Nettlebed, who might have been considered by some to be rather too elderly a valet for such a young man, began to bustle about, scolding fondly as he divested his master of his coat, and shot-belt, and grey cloth waistcoat. Like nearly everyone else who waited upon the Duke, he had previously been employed by the Duke’s father, and considered himself privileged to speak his mind to his master whenever he was out of earshot of other, less important, members of the household, before whom he invariably maintained the Duke’s dignity in a manner that daunted the Duke far more than the affectionate bullying he employed in private.

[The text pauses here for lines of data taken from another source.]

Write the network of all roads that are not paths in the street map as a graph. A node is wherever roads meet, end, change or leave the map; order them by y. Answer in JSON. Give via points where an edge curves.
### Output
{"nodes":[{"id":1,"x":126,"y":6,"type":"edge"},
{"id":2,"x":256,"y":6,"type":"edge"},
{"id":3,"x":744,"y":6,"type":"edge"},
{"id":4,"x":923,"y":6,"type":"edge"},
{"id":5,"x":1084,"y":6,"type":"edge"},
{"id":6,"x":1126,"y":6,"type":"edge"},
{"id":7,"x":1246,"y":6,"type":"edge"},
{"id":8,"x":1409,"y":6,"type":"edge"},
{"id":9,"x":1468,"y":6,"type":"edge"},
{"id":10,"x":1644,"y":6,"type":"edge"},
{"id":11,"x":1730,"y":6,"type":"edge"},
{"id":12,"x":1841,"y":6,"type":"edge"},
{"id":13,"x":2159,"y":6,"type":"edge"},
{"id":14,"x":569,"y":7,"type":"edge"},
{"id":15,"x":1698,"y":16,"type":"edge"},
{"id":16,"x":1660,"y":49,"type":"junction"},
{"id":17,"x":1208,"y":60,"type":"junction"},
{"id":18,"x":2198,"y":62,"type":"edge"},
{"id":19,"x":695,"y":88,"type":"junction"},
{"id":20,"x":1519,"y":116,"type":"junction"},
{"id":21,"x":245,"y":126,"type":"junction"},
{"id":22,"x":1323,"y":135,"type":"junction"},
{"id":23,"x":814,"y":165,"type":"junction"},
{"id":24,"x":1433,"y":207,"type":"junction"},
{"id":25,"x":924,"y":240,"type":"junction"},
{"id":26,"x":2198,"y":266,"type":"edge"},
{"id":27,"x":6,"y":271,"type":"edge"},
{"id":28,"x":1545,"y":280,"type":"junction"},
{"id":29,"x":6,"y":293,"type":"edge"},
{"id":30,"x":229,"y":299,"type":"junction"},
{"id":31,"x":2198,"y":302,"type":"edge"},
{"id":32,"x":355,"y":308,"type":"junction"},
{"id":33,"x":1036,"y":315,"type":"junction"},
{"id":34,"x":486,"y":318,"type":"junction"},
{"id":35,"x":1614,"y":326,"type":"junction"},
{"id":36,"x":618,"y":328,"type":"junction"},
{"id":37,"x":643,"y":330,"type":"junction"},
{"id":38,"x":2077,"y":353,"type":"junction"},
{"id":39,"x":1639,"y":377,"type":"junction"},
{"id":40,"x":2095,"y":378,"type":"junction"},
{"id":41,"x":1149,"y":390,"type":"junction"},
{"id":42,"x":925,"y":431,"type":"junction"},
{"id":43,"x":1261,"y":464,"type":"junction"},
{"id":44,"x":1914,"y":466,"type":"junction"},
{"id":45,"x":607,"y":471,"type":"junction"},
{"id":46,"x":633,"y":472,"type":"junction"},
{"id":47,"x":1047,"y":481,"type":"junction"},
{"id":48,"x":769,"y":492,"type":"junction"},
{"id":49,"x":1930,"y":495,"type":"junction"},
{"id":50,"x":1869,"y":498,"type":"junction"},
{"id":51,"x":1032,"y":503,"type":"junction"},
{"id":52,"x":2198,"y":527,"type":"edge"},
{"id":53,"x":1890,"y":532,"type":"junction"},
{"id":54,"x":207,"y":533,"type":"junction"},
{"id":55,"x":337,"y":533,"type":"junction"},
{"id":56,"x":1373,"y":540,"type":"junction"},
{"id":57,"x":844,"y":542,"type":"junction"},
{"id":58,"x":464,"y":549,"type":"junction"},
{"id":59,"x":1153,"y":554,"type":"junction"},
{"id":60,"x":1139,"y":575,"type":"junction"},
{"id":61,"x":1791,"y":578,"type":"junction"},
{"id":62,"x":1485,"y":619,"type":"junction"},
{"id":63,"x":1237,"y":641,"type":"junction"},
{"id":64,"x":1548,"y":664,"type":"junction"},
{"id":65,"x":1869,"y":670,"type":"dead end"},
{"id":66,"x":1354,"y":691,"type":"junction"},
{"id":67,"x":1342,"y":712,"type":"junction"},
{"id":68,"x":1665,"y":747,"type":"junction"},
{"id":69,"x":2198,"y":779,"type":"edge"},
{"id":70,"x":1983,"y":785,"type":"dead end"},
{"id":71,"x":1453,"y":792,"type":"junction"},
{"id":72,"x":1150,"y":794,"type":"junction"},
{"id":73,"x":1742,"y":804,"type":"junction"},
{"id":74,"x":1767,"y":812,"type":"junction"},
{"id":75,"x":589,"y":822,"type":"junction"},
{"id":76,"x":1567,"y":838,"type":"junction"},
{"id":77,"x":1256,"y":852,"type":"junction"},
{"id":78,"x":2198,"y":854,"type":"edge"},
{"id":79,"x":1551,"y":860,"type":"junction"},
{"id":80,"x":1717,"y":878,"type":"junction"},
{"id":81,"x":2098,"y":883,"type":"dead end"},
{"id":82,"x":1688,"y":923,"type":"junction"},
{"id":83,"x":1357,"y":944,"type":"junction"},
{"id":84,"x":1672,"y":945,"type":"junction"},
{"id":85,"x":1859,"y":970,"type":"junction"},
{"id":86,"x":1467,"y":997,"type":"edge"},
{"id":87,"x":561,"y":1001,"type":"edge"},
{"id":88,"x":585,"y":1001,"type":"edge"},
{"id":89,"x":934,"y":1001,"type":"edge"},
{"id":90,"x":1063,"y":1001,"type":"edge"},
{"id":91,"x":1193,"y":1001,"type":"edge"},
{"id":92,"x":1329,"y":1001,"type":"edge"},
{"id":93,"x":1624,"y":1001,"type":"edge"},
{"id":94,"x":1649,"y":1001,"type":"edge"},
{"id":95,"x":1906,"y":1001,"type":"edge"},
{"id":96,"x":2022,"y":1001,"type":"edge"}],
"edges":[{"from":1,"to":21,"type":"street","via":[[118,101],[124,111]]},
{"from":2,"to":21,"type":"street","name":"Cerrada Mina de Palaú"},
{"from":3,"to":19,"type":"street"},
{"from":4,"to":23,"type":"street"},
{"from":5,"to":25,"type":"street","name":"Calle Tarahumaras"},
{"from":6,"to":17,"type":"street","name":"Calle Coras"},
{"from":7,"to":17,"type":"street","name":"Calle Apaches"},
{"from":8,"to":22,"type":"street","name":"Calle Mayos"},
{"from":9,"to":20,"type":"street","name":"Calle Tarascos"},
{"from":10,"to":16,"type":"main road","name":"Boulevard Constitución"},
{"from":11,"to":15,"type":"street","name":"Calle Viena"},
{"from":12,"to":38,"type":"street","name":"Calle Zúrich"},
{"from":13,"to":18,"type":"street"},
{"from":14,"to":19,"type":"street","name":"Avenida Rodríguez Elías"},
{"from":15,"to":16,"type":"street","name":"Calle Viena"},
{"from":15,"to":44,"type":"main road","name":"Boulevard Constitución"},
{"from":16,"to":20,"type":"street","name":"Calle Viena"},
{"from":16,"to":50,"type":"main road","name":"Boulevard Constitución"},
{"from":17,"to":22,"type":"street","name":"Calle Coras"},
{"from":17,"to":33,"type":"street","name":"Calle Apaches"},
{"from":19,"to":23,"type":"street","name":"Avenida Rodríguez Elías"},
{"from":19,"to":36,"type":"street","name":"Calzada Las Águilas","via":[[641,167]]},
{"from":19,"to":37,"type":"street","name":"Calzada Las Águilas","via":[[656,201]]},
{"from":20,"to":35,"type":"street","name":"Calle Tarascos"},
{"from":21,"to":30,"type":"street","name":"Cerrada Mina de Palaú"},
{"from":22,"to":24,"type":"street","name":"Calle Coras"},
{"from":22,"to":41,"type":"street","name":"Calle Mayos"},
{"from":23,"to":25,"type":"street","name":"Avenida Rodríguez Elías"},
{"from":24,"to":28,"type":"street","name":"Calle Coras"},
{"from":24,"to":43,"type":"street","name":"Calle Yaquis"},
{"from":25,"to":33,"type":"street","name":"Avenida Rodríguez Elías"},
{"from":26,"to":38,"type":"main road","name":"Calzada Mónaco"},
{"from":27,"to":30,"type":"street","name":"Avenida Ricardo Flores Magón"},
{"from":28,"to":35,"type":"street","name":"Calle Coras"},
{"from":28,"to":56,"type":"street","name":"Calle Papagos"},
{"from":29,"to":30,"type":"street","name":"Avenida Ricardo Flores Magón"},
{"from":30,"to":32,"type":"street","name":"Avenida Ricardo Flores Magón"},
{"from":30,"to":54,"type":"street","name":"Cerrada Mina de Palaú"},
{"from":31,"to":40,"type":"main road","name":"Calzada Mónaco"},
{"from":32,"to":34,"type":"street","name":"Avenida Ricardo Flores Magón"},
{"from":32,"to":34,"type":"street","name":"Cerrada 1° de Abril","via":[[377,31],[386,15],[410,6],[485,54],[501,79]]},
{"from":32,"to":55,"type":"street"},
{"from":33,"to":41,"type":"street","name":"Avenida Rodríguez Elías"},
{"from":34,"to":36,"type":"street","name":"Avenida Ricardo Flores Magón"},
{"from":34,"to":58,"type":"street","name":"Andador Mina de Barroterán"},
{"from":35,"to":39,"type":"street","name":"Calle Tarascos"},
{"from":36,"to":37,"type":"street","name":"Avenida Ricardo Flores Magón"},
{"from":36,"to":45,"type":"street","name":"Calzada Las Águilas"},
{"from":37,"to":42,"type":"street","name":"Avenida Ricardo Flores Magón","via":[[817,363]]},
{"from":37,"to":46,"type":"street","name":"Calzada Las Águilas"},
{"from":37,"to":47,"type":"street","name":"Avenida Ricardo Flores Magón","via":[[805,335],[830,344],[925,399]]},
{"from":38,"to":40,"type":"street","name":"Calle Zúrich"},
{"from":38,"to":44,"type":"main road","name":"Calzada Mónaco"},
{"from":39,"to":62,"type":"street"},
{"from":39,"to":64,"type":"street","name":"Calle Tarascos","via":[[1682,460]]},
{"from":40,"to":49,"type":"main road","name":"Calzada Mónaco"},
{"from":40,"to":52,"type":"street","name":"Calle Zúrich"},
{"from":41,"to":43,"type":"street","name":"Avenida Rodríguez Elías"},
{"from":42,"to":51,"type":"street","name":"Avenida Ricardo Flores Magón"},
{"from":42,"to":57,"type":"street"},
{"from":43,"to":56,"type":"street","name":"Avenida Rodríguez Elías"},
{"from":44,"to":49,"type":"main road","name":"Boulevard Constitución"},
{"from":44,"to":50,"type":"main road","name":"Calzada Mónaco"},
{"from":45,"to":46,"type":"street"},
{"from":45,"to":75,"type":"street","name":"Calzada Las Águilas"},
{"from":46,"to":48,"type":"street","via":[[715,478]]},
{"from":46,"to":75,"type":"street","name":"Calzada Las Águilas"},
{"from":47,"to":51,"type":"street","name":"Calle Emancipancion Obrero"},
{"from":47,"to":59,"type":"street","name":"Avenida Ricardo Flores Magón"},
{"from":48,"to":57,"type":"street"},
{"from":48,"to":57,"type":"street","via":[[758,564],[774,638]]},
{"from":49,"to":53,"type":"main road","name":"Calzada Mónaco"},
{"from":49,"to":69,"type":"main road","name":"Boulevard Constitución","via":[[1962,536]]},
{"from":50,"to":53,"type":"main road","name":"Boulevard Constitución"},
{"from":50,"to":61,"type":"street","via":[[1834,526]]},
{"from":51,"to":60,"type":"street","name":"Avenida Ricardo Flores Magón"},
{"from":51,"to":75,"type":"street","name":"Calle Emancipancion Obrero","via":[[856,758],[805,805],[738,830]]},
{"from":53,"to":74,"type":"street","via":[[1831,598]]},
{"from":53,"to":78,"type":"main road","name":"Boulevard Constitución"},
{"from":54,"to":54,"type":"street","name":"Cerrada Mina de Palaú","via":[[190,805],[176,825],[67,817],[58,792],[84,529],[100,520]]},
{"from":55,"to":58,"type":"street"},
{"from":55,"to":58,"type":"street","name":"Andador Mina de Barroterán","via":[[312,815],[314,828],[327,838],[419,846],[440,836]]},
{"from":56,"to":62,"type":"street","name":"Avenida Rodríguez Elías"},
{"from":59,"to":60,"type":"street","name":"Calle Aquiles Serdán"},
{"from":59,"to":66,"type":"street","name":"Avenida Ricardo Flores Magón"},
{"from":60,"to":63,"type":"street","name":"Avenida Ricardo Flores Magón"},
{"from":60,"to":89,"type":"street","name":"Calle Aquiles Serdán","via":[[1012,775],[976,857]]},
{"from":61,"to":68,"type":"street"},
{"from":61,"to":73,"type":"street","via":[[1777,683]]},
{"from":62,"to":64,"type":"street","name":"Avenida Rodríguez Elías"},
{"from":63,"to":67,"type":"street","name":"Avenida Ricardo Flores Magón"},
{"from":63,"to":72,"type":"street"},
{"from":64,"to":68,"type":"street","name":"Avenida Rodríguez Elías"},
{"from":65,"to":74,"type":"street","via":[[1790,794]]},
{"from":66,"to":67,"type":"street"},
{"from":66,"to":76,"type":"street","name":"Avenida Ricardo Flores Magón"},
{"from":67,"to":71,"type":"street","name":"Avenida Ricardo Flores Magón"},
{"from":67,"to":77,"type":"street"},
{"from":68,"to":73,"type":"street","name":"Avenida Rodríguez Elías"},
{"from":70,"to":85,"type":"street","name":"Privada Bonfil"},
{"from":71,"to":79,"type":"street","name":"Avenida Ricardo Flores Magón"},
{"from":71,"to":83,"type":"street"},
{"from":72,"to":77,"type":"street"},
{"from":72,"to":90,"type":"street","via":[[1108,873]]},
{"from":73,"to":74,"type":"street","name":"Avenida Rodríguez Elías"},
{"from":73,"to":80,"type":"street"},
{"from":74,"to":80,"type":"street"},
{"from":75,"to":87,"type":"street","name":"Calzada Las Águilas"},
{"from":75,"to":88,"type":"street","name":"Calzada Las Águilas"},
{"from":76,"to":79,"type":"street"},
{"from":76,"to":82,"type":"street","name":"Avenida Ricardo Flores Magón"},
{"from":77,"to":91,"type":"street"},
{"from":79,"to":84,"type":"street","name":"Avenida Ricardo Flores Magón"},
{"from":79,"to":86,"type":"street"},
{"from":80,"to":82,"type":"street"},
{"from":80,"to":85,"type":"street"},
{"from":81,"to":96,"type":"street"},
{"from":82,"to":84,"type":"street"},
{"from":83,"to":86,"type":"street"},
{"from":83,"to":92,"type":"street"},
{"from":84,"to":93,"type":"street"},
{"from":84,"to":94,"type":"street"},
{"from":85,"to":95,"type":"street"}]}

He said now, as he laid aside the shot-belt: “I wonder that my lord should not have said something to your Grace, if he noticed you was wearing this nasty, low belt, more fit for a poacher, one would have thought, than for a Gentleman, let alone one that was born, as the saying is, in the Purple. But, there! tell your Grace till Domesday  you’ll never mend your ways! And why would you not take a loader, pray, not to mention Padbury? I can tell your Grace he was quite put about to think you should be off without him, and very likely needing a beater as well.”

“No, I didn’t need a beater,” said the Duke, sitting down to allow Nettlebed to pull off his boots. “And as for my shot-belt, I daresay you may consider it a very vulgar appendage, but it spares my pockets, and is, I think, as quick a way of loading as any that I know.”

“If you had taken a loader with you, as was befitting, your Grace would not have needed any such,” said Nettlebed severely. “I could see his lordship was not best pleased.”

“I am sure he was not displeased for any such cause,” responded the Duke, walking towards the washstand, and lifting the towel from the ewer. “He is a great advocate for a man’s being able to do everything for himself that may come in his way.”

“That,” said Nettlebed, frustrating the Duke’s attempt to pick up the ewer, “is as may be, your Grace.” He poured the water into the basin, and removed the towel from the Duke’s hand. “But when his lordship takes a gun out, he has always his loader, and very likely a couple of beaters besides, for he is one as knows what is due to his position.”

“Well, if I do not know what isdue to mine I am sure it is not for want of being told,” sighed the Duke. “I think it would have been very pleasant to have been born one of my own tenants, sometimes.”

“Born one of your Grace’s own tenants!” ejaculated Nettlebed, in an astonished tone.

The Duke took the towel, and began to wipe his wet face with it. “Not one of those who are obliged to live in Thatch End Cottages, of course,” he said reflectively.